"He betrayed the task assigned to him by the citizens of the Comoros," said prosecutor Ali Mohamed Junaid, demanding a life sentence for the former President.

The former president of the Comoros, Ahmed Abdallah Sambi, who was on trial for high treason before the state security court, was sentenced to life imprisonment, the president of the court announced.

The decisions of this special court are not subject to appeal. The 64-year-old Sambi appeared briefly on the first day of his trial last week to denounce a procedure he considers unfair, and then missed the rest of the hearings.

"He (Sambi) was sentenced to life imprisonment and stripped of his political and civil rights," i.e. his right to vote and hold public office, said the head of the court, Omar Ben Ali, during the reading of the verdict, adding, "the court orders the confiscation of his property and assets for the benefit of the public treasury.

Sambi appeared briefly on the first day of his trial last week to denounce the measure. "The formation of the court is illegal, and I do not want to be tried before this court,"he said at the time.

And Sambi, the most prominent opponent of the current president Ghazali Osmani, is accused of involvement in the scandal of the "economic citizenship"program. The former President (2006-2011) passed a law in 2008 allowing the sale of passports at a high price to those seeking citizenship.

The program, under which tens of thousands of "Bedoun" from the Gulf countries, who are considered second-class citizens in their homeland and are deprived of identity documents, was used as a way to fill the state treasury.

Sambi was accused of embezzling a fortune under this program. The losses to the government as a result amounted to more than 1,8 billion euros, according to the prosecutor, more than the GDP of the small, poor archipelago located in the Indian Ocean.

"They have given evildoers the right to sell Comorian citizenship as we sell peanuts,"said one of the lawyers for the Civil Party, Eric Emmanuel Sousa.

But French defense lawyer Jean-Gilles Halimi said "no trace of these funds was found and no account was discovered".

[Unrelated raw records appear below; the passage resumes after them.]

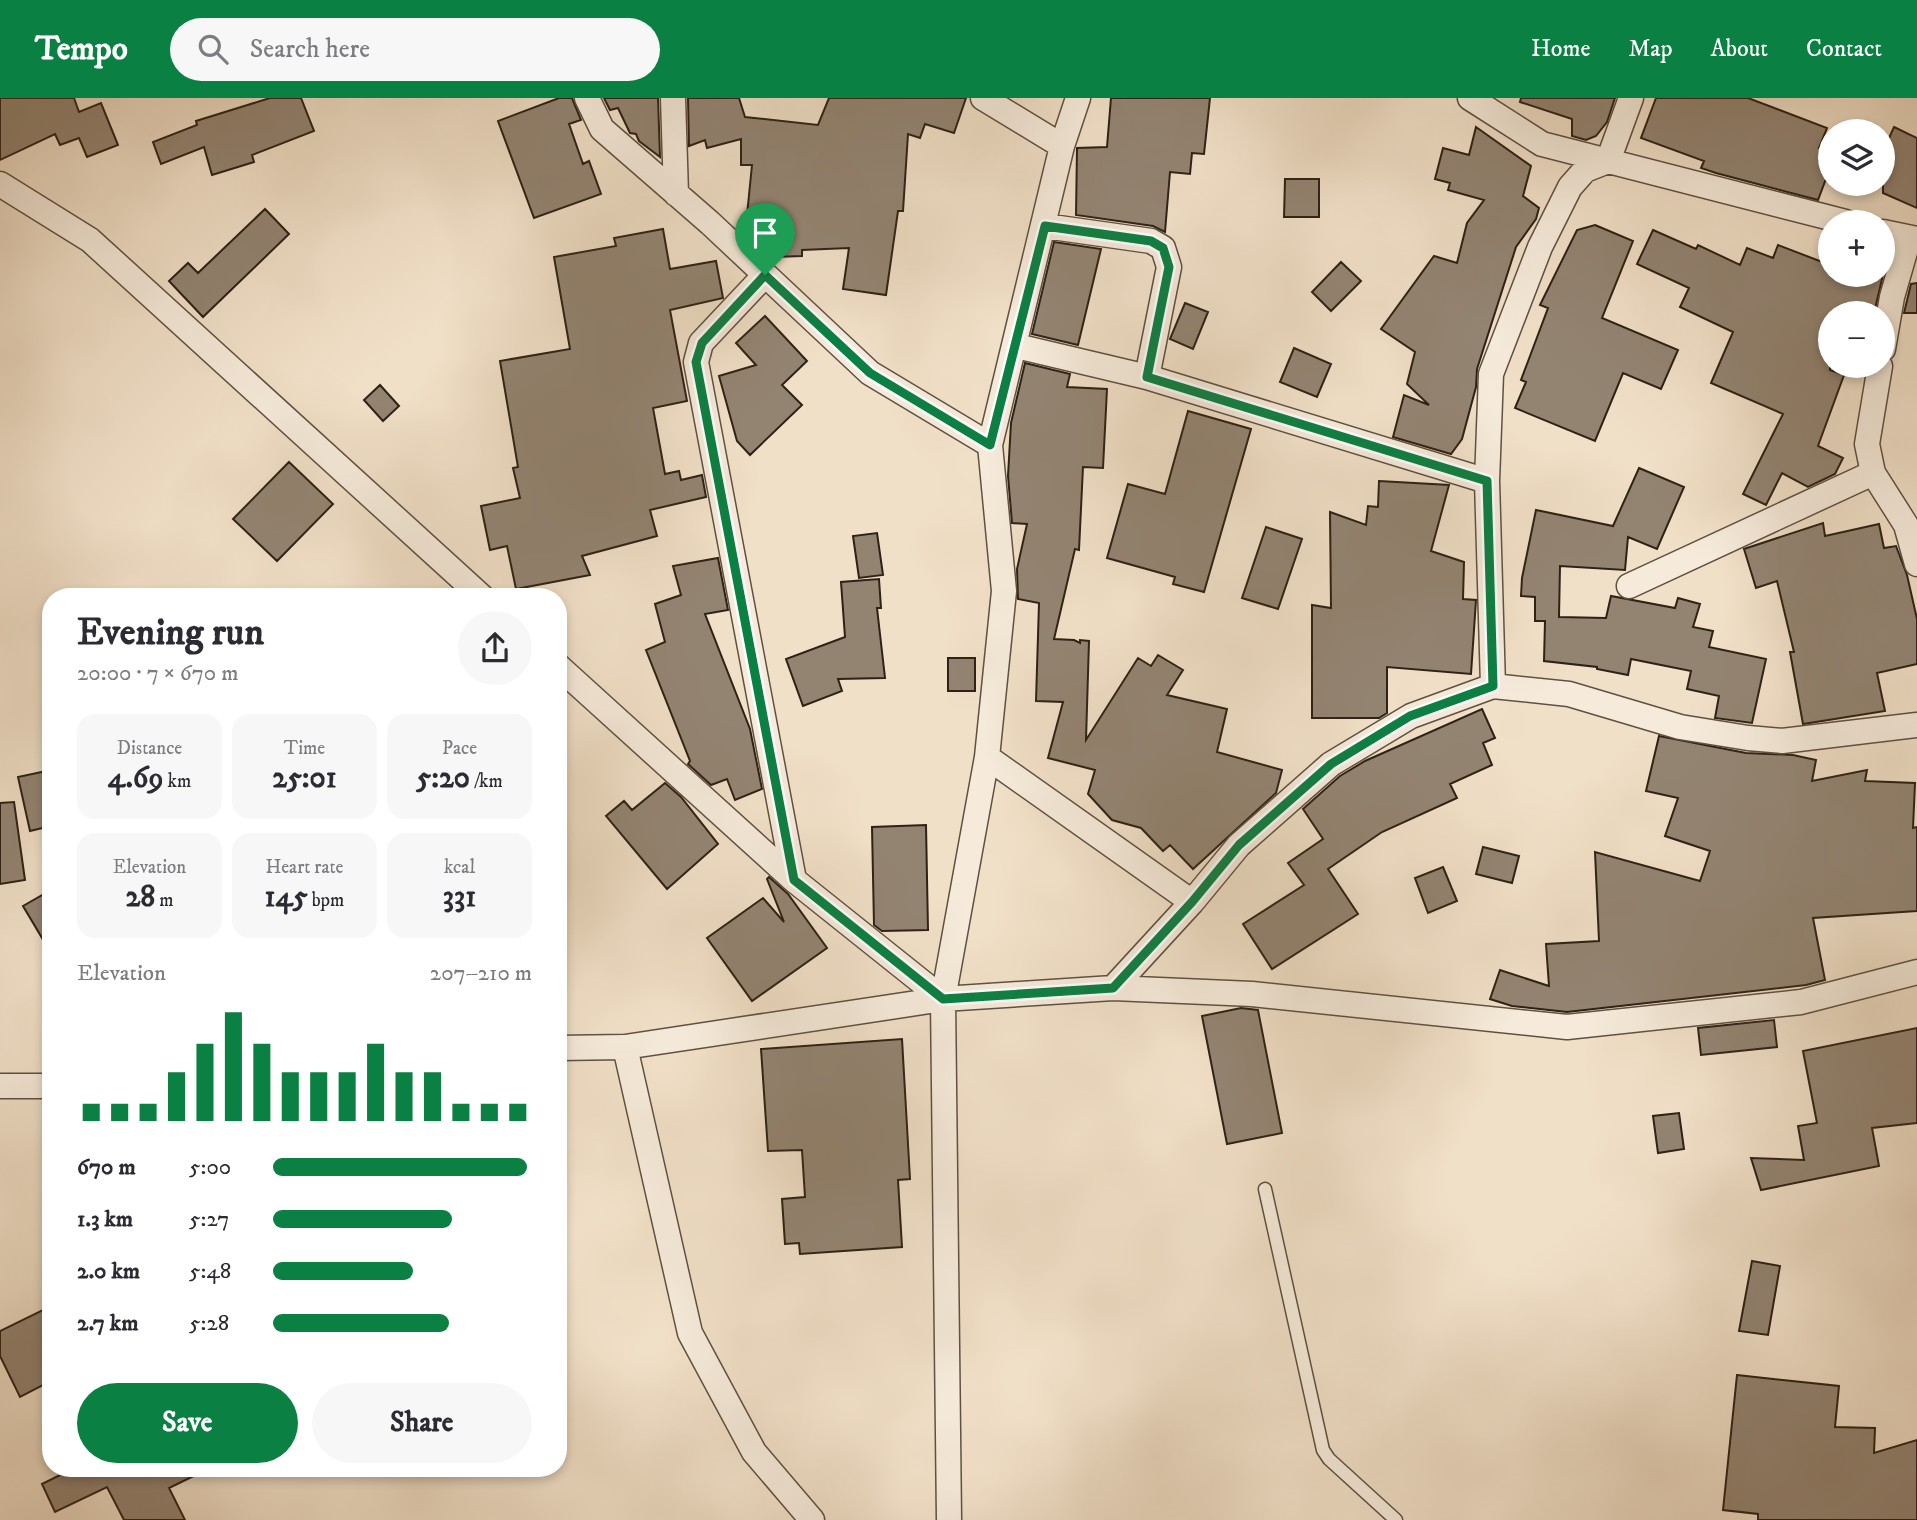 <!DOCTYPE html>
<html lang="en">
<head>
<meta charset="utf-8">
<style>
	body { margin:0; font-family:"IM FELL DW Pica",serif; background:#f7f7f7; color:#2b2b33; height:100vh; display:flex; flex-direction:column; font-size:26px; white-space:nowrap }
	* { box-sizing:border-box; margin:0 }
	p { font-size:23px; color:#7c7c81 }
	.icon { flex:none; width:38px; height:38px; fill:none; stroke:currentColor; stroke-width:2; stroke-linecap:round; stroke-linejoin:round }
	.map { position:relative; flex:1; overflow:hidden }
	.drawer { position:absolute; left:42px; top:490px; width:525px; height:889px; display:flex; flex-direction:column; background:#fff; border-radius:28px; box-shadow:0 4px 10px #0003 }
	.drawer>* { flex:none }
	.buttons { position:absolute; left:1818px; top:21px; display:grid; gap:14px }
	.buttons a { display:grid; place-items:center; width:77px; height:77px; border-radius:50%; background:#fff; box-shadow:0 4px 10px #0003; font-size:35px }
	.pin { position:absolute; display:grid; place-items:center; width:60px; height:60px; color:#fff; margin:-72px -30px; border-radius:50% 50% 50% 0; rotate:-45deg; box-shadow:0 0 7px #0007 }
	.pin .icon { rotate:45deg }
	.round { display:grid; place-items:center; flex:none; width:74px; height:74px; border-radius:37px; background:#f7f7f7 }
	.head { display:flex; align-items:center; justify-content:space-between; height:119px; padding:0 35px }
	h1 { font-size:38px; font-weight:700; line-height:52px }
	.stats { display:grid; grid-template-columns:repeat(3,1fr); gap:10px; height:119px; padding:7px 35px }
	.stats div { display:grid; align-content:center; border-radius:18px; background:#f7f7f7; text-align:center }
	.stats b { font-size:30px; font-weight:700 }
	.stats small { font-size:19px; font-weight:400 }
	.stats p { font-size:19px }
	.chart { height:196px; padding:14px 35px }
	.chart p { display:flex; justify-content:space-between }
	.chart svg { width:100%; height:126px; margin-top:7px; stroke:#0b8043; stroke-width:6 }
	.action { display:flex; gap:14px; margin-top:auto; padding:14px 35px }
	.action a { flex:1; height:80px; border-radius:42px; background:#0b8043; color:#fff; font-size:28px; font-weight:700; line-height:80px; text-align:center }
	.action a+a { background:#f7f7f7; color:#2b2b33 }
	ul { padding:0 35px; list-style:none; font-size:23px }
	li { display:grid; grid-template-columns:112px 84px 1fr; align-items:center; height:52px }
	li i { height:18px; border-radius:9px; background:#0b8043 }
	header { display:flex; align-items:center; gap:42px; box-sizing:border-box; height:98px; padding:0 35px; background:#0b8043; color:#fff }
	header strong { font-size:33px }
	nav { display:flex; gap:38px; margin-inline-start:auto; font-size:24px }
	.search { width:490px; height:63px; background:#f7f7f7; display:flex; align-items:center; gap:18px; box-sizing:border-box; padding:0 24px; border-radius:38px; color:#7c7c81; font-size:26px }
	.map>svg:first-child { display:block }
	.building { fill:#938472; stroke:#2e2115; stroke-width:2 }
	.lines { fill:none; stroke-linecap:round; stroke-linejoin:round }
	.lane-casing { stroke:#5f5142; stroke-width:15 }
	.street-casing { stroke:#5f5142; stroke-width:27 }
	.lane { stroke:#f6ebdb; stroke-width:12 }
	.street { stroke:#f6ebdb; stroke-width:24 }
	.route-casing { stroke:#fff; stroke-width:14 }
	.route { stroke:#0b8043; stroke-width:9 }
</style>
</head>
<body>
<header>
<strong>Tempo</strong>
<div class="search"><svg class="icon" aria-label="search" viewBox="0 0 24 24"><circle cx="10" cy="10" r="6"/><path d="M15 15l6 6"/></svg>Search here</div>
<nav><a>Home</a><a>Map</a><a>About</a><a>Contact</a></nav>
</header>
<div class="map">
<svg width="1917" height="1422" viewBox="0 0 1917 1422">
	<rect width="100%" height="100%" fill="#f1e0c8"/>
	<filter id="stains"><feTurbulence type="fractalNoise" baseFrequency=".00286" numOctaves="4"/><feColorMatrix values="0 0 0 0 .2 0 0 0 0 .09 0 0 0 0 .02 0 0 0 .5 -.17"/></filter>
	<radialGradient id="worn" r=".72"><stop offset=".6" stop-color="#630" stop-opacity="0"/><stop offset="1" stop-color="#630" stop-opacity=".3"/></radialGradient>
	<path class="building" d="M0 0H74L79 14 101 5 118 47 87 59 79 40 60 47 55 36 0 62Z
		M270 0H301L314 33 252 57 254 64 212 77 204 49 161 66 153 44 197 27 196 23Z
		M559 0H572L581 22 569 26 583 66 589 63 601 96 534 120 498 23Z
		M604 0H658L660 59 639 43 636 36 630 35 618 10 610 12Z
		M688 0H739L745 19 818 27 829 0H966L954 35 925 26 920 40 908 36 903 113H898L886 197 843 191 849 150 802 152V158L774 159V149L756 147 745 137 752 67H741V41L707 50 705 42 689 48Z
		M1111 0H1210L1204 56 1192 55 1190 76 1170 74 1165 134 1153 128 1076 117 1077 50 1107 49Z
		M1521 0H1615L1607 24 1596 38 1586 42 1572 38V21L1520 4Z
		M1656 0H1748L1827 30 1819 50 1830 54V70L1818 102 1716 75 1701 70 1704 63 1641 40Z
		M1476 29 1531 68 1523 98 1539 110 1536 121 1516 149 1477 271 1476 289 1462 341 1451 356 1393 339 1404 297 1429 307 1407 286 1415 254 1381 231 1434 158 1457 165 1467 125 1484 102 1448 92 1450 85 1435 81 1443 50 1469 57Z
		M1894 29 1917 40V110L1883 95V53Z
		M1285 81H1319V119H1284Z
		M265 111 289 136 203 219 169 183 188 165 198 175Z
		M1595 127 1633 143 1602 220 1678 252 1661 291 1623 275 1595 343 1515 310 1526 284 1521 282 1548 210 1540 207 1577 132Z
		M663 131 670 171 716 163 723 200 670 212 687 303 653 310 665 376 679 373 681 382 702 377 706 399 650 412 657 438 582 458 590 477 516 491 507 448 490 452 481 408 520 400 513 370 518 369 500 263 570 251 554 159 616 148 614 140Z
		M1653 132 1696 151 1698 147 1740 167 1747 150 1773 160 1778 147 1830 167V177H1883L1874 215H1830V272L1844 277 1818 348 1843 360 1835 376 1808 389 1782 375 1766 407 1743 396 1783 316 1711 285 1733 234 1680 209 1689 190 1637 166Z
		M1054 144 1101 151 1078 247 1032 236Z
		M1341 164 1361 183 1331 213 1312 194Z
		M1917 185V215H1904L1911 186Z
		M1185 205 1208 214 1193 251 1170 241Z
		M765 218 807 263 782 287 802 307 750 357 737 343 719 278 756 267 736 245Z
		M1294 250 1331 266 1317 299 1280 284Z
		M1025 265 1070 276 1067 289 1107 291 1103 370 1083 369 1079 452 1075 451 1054 541 1074 542 1080 545V542L1089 543 1086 642 1138 560 1151 568 1158 557 1183 572 1167 597 1227 611 1217 654 1282 672 1276 695 1193 771 1170 747 1163 753 1141 730 1112 722 1088 696 1095 672 1048 660 1063 604 1036 603 1039 505 1018 501 1017 471 1027 426 1012 425 1008 378 1011 325Z
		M380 287 399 308 383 323 364 302Z
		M1188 313 1251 331 1204 494 1173 486 1175 479 1107 460 1128 386 1165 396Z
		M289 364 333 406 277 463 233 421Z
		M1639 370 1684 389 1657 451 1628 439 1625 472 1560 468 1559 519 1606 520 1611 498 1675 510 1678 500 1700 506 1693 529 1713 533 1709 549 1766 561 1752 625 1715 620 1719 598 1687 591 1691 573 1631 561 1628 577 1597 571V569L1544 563 1545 523H1535V499L1521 498 1522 480 1536 412 1613 428Z
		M1379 383 1449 387 1431 453 1464 464 1463 501 1476 502 1471 576 1387 569V615L1379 620H1312V507L1331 510 1330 414 1366 427 1368 408 1378 409Z
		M1823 425 1825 438 1879 426 1884 450 1896 448 1907 477 1917 521V566L1877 575 1885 613 1803 626 1790 554H1794L1777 483 1756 490 1744 451Z
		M1266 429 1302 441 1278 511 1242 500Z
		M877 435 883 477 859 480 853 438Z
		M718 460 728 512 705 516 750 631 762 691 735 702 727 681 711 687 688 666 690 663 646 552 665 544 655 506 681 497 673 468Z
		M879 481 881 510H877L885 580 838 581 842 593 803 608 786 561 845 539 841 484Z
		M948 560H975V593H948Z
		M1482 611 1495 640 1483 645 1492 667 1450 686 1457 700 1382 734 1328 771 1358 816 1272 871 1243 826 1304 787 1288 765 1323 741 1303 711 1340 678 1365 663Z
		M1659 638 1746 655 1793 657 1816 662 1812 683 1867 672 1865 683 1915 685 1913 730 1917 729V813L1813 820 1825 882 1806 887 1567 914 1512 908 1490 901 1500 872 1549 888 1546 846 1599 843 1595 754 1700 783 1710 753 1665 738 1678 700 1646 693Z
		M51 672V728L30 733 18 679Z
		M665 685 681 699 718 746 667 791 606 718 624 703 632 712Z
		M14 704 25 782 0 786V705Z
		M926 727 928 832 882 833 874 827 872 729Z
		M1483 749 1519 758 1512 785 1476 776Z
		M1443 769 1457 803 1428 815 1415 780Z
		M769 779 788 796 827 850 752 903 707 840 763 800 784 824 767 781Z
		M51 792V855L23 808Z
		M1241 910 1258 912 1282 1035 1227 1046 1202 918Z
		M1774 922 1777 949 1701 957 1698 930Z
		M1917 930V1025L1872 1030 1879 1068 1761 1092 1751 1060 1804 1062 1798 1028 1817 1025 1803 953Z
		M902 941 910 1081 898 1082 902 1149 800 1156 799 1145 785 1146 782 1101 805 1099 802 1052 768 1053 761 951Z
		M1679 1015 1684 1051 1658 1055 1653 1018Z
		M1752 1163 1780 1168 1768 1237 1739 1233Z
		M51 1208V1283L20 1299 0 1258V1233Z
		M1737 1277 1839 1288 1835 1329 1875 1330 1874 1355 1917 1342V1422H1758V1416L1723 1412Z
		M74 1370H210L169 1390 185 1422H124L107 1389 55 1414 42 1386Z"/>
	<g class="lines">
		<g class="lane-casing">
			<path id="lane" d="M1265 1091 1323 1352 1329 1361 1396 1422"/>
		</g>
		<g class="street-casing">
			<path id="street" d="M587 0 602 31 710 125 870 275 990 347
				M673 0 676 96
				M983 0 1062 48
				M1470 0 1542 46 1846 124
				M0 86 90 142 482 499
				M1045 128 1151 143 1163 150 1169 169 1147 279
				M1883 134 1917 141
				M765 177 701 245 696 264 794 782
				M1016 248 1147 279 1487 383
				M1883 251 1892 199 1909 140
				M1880 268 1867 346 1873 375 1906 427 1917 466
				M1629 488 1873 375
				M558 568 794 782 943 901
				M1493 588 1487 383 1491 276 1540 149 1570 89 1585 72 1608 63 1631 0
				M987 659 1192 804
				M1113 890 1192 804 1239 747 1331 666 1411 618 1493 588 1569 596 1680 629 1748 640 1782 643 1917 627
				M625 949 690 1235 754 1354 812 1422
				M558 950 625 949 943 901 1113 890 1252 896 1567 929 1801 904 1917 874
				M0 988H51
				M949 1422 943 901 987 659 1004 493 990 347 1062 48 1078 0"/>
		</g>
		<use href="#lane" class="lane"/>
		<use href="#street" class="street"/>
	</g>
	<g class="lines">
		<g class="route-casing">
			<path id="route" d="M1045 128 1151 143 1163 150 1169 169 1147 279 1487 383 1493 588 1410 618 1331 666 1239 747 1192 804 1113 890 943 901 794 782 696 264 702 245 765 177 870 275 990 347Z"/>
		</g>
		<use href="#route" class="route"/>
	</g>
	<rect width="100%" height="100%" filter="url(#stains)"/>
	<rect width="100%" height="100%" fill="url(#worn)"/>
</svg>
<div class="buttons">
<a><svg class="icon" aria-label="layers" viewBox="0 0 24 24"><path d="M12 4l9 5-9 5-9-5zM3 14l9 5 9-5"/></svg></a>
<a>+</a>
<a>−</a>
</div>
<div class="pin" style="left:765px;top:177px;background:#1e9e55"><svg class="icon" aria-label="arrive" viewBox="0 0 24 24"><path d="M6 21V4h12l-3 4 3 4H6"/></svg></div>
<section class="drawer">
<div class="head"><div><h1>Evening run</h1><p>20:00 · 7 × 670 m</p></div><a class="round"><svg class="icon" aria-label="share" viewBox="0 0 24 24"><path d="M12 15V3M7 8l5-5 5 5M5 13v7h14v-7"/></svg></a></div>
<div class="stats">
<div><p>Distance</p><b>4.69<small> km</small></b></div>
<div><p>Time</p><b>25:01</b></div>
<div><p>Pace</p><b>5:20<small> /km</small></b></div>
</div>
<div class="stats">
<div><p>Elevation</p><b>28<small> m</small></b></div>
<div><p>Heart rate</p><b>145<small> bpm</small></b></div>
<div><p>kcal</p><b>331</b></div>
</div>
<div class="chart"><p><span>Elevation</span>207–210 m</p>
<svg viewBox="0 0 160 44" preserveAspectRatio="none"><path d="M5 44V38M15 44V38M25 44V38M35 44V27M45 44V17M55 44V6M65 44V17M75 44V27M85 44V27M95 44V27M105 44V17M115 44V27M125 44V27M135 44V38M145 44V38M155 44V38"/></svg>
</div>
<ul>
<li><b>670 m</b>5:00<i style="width:98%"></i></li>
<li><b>1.3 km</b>5:27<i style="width:69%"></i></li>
<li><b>2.0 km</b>5:48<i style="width:54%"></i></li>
<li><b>2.7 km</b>5:28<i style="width:68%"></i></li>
</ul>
<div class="action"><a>Save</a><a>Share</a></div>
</section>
</div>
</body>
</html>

Sambi was originally on trial for corruption. In September, the facts were reclassified as high treason, a crime that, according to Halimi, "does not exist in the law of the Comoros".

"The court will have to define a legal concept" for such a charge, he added.

Government official Daniel Ali Bandar said that " راض " because the trial went "peacefully". But he is waiting"for the follow-up in the civil court because, in addition to the prison sentence, the Comorians want to know the fate of the millions of euros that were embezzled".

Among the other defendants in this case is the French-Syrian businessman Bashar Kiwan, who was sentenced to ten years in prison. The Comoros judiciary issued an international arrest warrant against him.

Also, former Vice-President Mohamed Ali soylhi was sentenced to 20 years in prison. Thanks to his absence from the trial, he was granted permission to travel in October.